Start of Provided information
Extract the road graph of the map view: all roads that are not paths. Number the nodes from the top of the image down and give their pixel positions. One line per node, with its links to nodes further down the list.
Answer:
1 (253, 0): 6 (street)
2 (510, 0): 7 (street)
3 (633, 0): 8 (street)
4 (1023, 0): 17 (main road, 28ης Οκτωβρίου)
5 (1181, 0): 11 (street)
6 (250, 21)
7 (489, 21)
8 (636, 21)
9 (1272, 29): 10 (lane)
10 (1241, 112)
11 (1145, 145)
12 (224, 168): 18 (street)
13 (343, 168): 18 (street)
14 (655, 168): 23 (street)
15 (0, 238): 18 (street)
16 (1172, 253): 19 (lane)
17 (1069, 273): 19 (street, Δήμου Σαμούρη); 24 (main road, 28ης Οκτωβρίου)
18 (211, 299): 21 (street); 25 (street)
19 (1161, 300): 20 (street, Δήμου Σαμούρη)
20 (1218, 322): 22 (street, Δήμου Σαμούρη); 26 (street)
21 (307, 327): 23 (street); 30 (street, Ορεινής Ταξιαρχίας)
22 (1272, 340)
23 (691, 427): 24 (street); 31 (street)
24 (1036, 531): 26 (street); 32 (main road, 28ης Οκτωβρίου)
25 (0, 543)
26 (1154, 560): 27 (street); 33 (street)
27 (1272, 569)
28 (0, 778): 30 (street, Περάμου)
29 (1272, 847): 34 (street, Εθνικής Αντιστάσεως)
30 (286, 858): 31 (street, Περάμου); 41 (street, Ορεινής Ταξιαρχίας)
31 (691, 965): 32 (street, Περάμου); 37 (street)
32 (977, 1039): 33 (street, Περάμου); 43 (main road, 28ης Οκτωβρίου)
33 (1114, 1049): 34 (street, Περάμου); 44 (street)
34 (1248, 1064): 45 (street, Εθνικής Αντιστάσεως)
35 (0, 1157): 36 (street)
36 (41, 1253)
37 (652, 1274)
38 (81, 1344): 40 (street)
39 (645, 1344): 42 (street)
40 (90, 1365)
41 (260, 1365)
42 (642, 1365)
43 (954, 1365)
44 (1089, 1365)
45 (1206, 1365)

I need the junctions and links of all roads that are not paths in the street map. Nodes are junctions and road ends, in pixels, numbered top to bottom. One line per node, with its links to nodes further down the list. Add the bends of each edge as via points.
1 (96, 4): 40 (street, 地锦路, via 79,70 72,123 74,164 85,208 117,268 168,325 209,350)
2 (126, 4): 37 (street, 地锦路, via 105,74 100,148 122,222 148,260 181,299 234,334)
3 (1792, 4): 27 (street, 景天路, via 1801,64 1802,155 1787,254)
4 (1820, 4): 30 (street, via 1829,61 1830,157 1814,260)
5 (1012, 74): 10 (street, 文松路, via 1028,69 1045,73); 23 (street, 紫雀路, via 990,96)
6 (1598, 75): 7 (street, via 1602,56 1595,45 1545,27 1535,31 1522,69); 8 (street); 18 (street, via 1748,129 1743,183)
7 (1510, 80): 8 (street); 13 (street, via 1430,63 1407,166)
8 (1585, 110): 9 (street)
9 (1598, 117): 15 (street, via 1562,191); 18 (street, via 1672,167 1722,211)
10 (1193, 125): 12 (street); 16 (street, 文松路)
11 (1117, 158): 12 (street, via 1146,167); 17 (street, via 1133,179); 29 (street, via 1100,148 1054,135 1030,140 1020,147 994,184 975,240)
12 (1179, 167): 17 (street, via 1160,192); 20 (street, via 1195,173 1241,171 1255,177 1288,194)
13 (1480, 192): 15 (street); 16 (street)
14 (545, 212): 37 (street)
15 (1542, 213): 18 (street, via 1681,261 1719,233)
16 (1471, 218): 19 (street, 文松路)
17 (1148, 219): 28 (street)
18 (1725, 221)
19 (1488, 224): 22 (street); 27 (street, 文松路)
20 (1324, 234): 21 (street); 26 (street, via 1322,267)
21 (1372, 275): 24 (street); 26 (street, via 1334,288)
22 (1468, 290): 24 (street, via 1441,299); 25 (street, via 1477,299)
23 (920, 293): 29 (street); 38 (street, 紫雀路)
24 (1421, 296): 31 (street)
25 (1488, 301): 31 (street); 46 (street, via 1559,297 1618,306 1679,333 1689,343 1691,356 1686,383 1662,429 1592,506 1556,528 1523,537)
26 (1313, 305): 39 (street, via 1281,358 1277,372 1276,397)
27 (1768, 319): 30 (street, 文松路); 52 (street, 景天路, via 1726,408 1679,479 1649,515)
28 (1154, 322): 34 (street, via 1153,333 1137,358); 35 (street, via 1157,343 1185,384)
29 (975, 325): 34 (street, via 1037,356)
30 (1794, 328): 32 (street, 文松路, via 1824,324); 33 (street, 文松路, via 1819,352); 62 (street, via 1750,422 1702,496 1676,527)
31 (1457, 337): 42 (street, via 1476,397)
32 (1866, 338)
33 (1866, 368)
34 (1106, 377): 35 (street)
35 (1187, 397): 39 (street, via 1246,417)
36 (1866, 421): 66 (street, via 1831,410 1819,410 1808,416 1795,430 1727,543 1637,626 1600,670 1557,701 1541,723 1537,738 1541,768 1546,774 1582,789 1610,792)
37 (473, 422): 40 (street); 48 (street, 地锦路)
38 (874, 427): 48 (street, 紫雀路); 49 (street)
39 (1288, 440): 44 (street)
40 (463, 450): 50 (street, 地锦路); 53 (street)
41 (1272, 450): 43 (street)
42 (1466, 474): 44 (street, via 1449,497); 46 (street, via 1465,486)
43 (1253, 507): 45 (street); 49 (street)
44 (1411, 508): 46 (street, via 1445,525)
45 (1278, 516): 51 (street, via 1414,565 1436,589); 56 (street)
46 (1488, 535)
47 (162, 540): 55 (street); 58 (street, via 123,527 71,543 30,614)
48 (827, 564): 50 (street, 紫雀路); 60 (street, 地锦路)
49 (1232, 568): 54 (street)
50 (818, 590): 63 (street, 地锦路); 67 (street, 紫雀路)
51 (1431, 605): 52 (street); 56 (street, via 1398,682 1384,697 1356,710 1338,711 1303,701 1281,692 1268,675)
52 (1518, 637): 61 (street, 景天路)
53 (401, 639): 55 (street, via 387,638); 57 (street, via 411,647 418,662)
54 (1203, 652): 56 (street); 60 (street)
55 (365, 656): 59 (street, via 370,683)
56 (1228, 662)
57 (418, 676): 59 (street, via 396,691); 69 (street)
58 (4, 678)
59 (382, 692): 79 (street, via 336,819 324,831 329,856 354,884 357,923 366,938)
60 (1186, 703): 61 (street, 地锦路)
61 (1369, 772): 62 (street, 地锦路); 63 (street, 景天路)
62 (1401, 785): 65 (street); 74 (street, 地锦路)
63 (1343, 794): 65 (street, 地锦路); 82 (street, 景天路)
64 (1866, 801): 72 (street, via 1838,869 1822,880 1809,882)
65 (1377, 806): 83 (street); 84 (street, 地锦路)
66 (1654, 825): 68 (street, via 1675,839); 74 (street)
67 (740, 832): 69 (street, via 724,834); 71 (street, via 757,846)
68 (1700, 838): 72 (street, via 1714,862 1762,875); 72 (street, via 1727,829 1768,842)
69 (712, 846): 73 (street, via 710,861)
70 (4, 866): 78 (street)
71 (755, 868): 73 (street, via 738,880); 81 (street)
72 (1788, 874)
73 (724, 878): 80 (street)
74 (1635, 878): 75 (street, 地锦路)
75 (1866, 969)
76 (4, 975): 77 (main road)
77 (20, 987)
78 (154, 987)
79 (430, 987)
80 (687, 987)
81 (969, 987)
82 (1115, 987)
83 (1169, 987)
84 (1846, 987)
End of Provided information
**Your objective**
Counting every line of the entries that holds the word "with", report the total and no other text.

**Task solution**
2